Doctor Who episode 825: Flatline (18/10/2014)
‘So that’s what I sound like.’ The simmering story arc of Series Eight starts to come clearly into view, as Clara takes the lead in what’s practically a “Doctor lite” episode. With Capaldi stuck on the TARDIS set like Tom Baker in Part Three of Logopolis, Coleman gets to take charge, posing as a Doctor, mustering the survivors of the Flatland invaders and turning the aliens’ powers against them – all while fending off her boyfriend’s concerned/controlling (YMMV) phone calls. After passing the “terrible choice” test in Kill the Moon, she’s now auditioning for the main role. The Doctor seems to have mixed feelings: she makes a mighty fine Doctor, but goodness has nothing to do with it. Missy seems happier with the outcome.
After the fairytale of the Matt Smith years, the Capaldi years are leaning into Hinchcliffe horror. The opening is typical Hinchcliffe: a man falls victim to something awful, before the TARDIS even arrives. What follows is exceedingly (if tastefully) grisly: a female police officer reduced to a diagram of her own nervous system; human beings are flattened into 2D, then reconstituted as painful, shuffling simulacrums straight out of an A-Ha video. The deaths are horrible; the aesthetic is stark and cold – a windswept railway sidings; a graffiti-plastered subway; a decrepit warehouse. In nine episodes the show has forged a new style, one rooted in grim rather than Grimm reality.

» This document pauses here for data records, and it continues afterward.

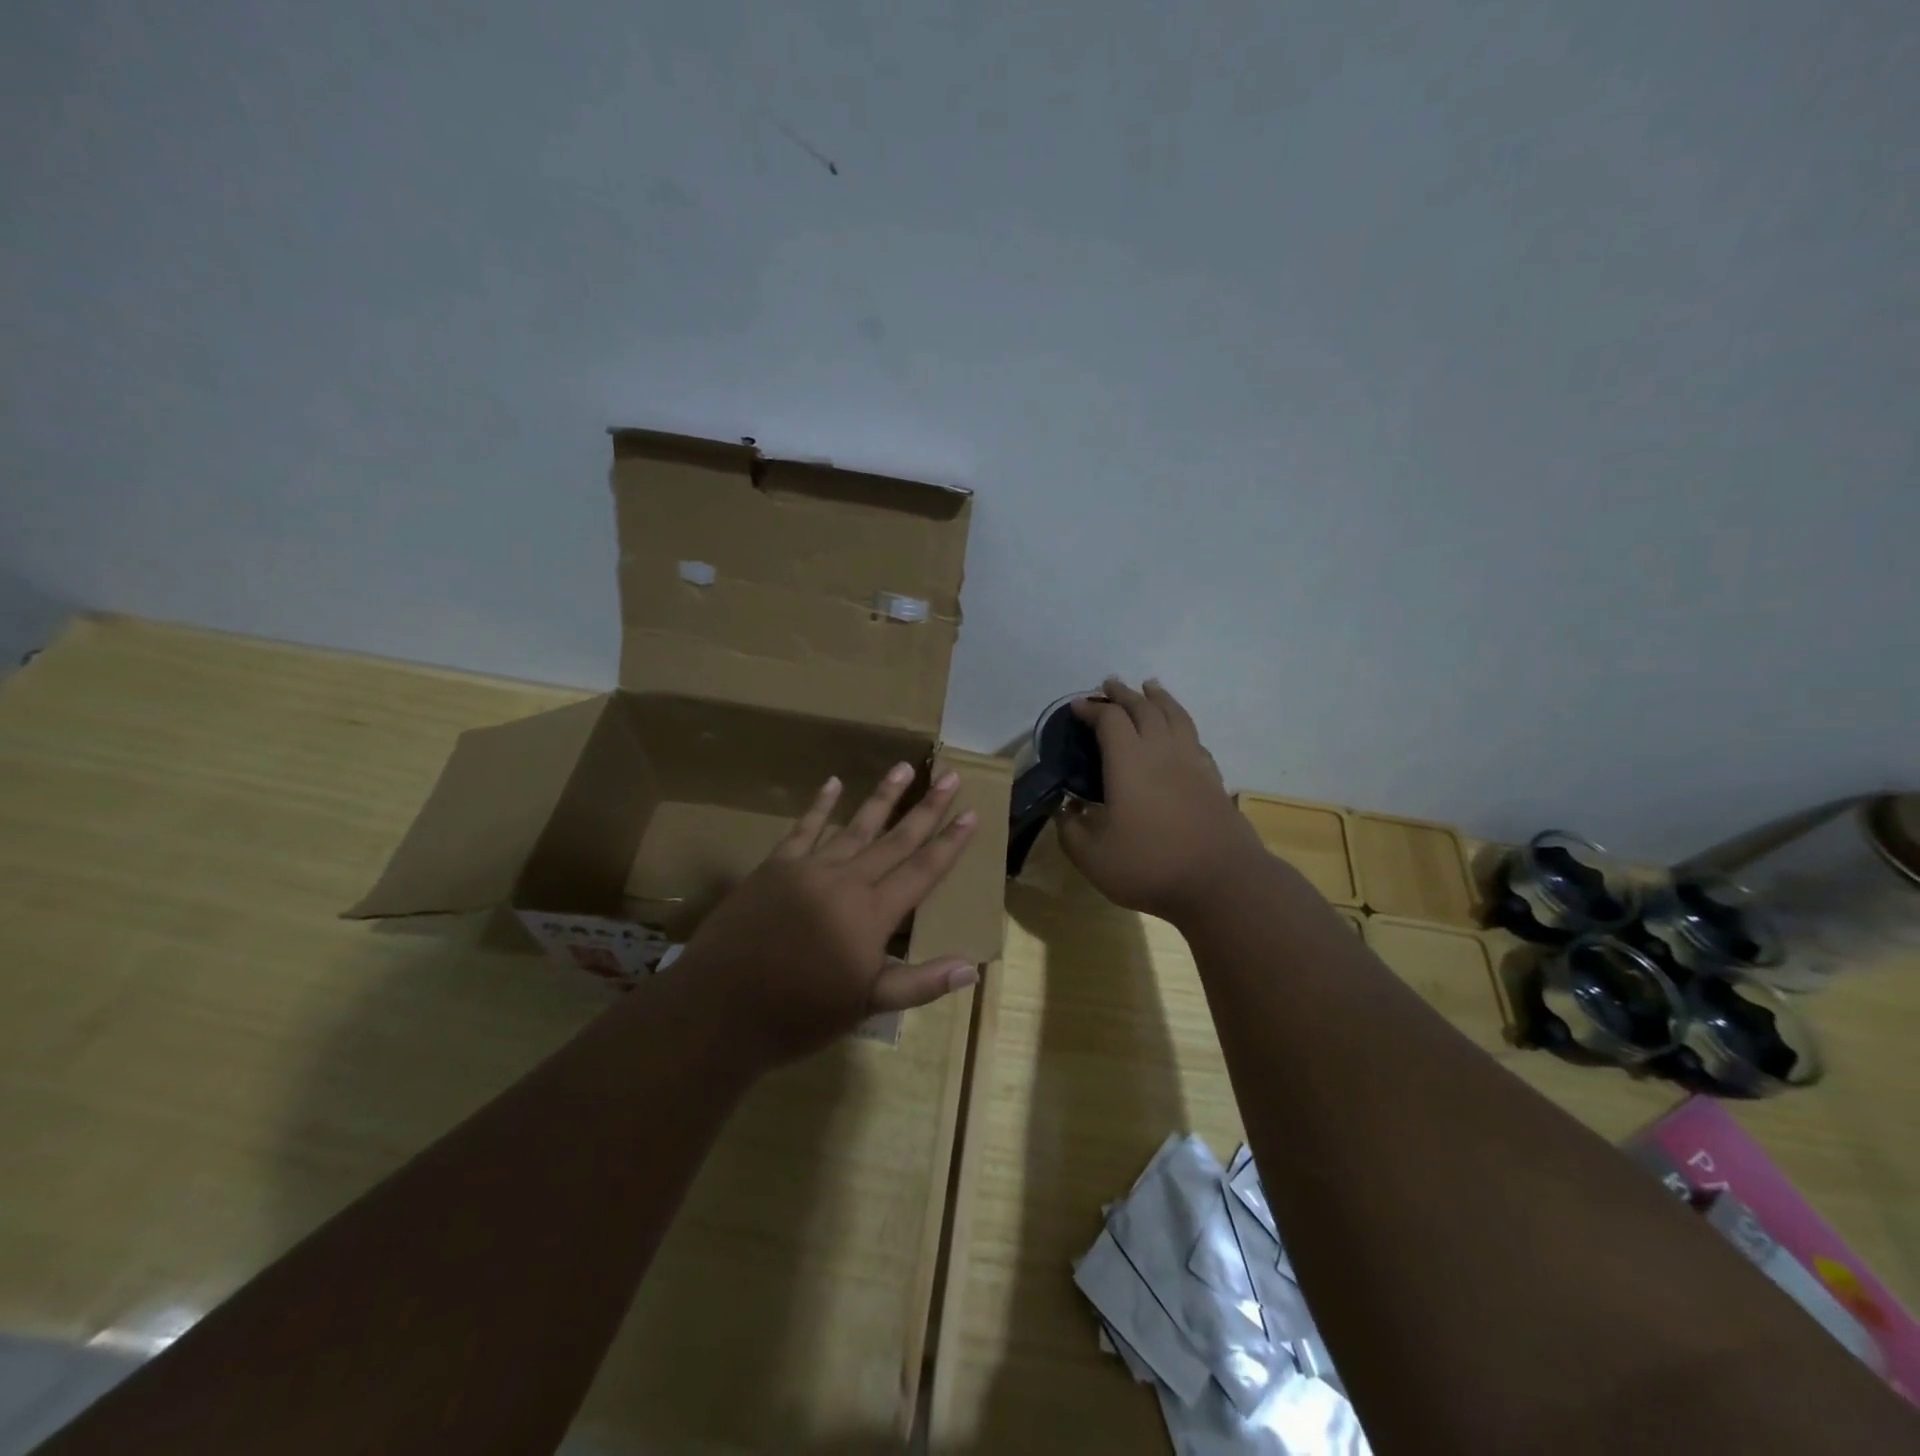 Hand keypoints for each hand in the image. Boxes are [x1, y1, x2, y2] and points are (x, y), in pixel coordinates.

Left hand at [676, 761, 979, 1067]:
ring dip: (882, 796)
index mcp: (872, 914)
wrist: (720, 1008)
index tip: (971, 814)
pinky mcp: (776, 866)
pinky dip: (820, 805)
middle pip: (895, 838)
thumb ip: (919, 983)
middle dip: (927, 808)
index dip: (949, 843)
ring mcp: (809, 868)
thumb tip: (970, 967)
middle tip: (951, 777)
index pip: (922, 871)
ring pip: (855, 825)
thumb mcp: (866, 1006)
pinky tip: (833, 782)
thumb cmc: (799, 1014)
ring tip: (905, 768)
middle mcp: (847, 881)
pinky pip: (804, 829)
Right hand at [1057, 678, 1263, 921]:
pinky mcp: (1212, 778)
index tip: (1078, 707)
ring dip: (1158, 698)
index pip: (1109, 720)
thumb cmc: (1149, 865)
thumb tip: (1064, 808)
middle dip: (1123, 694)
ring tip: (1150, 686)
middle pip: (1144, 708)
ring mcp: (1192, 762)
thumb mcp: (1092, 856)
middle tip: (1110, 685)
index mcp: (1128, 761)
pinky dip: (1181, 723)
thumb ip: (1070, 829)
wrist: (1221, 882)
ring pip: (1175, 715)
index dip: (1092, 710)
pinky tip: (1179, 731)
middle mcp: (1161, 751)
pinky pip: (1194, 737)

I wonder if it was a sequencing error to place this Jamie Mathieson script immediately after his Mummy on the Orient Express. The comparison doesn’t work in Flatline’s favour – both have a similarly inexorable and unknowable enemy hunting its prey (and a sympathetic pseudo-companion in Perkins/Rigsy), but while Mummy is built around the mystery of its monster, Flatline’s creatures – despite some attempts to question their motives – are straightforwardly nasty. As a result, despite their clever MO and some generally excellent effects (Capaldi peering out of the TARDIS never looks anything but a CSO insert), this tends to very mildly drag as it plays out as a long chase sequence. The pay off, ‘I name you the Boneless’ is rubbish against the Doctor’s last-moment reveal of the Mummy’s secret. The end result has enough cleverness that it works, but never engaged me like the Mummy episode.